_DATA PROVIDED:_
——————

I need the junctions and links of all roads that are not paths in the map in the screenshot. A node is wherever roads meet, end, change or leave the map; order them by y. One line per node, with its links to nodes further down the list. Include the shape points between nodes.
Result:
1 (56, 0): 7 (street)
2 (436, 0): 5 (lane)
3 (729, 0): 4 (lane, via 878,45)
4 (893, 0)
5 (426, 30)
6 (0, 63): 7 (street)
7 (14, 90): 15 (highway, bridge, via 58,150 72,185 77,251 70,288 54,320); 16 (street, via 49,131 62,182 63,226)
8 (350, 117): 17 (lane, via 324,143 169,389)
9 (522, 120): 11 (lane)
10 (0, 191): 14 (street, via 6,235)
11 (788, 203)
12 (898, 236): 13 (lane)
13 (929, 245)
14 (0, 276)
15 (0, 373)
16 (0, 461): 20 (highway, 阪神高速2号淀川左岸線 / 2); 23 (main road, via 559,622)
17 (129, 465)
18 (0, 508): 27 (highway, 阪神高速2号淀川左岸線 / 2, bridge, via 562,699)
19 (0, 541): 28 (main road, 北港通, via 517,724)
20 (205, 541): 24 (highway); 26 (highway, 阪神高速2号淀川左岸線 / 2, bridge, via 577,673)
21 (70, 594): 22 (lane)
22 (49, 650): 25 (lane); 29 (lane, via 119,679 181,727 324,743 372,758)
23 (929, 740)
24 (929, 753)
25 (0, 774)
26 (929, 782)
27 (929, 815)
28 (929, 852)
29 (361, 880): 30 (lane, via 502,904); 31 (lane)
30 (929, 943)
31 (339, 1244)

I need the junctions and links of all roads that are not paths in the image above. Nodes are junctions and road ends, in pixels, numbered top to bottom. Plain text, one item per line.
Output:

——————

Everything from the line with "item per line." to the last line of the entries is to be written out exactly; omit all earlier lines.

I need the junctions and links of all roads that are not paths in the image above. Nodes are junctions and road ends, in pixels, numbered top to bottom. Plain text, one item per line.
Output:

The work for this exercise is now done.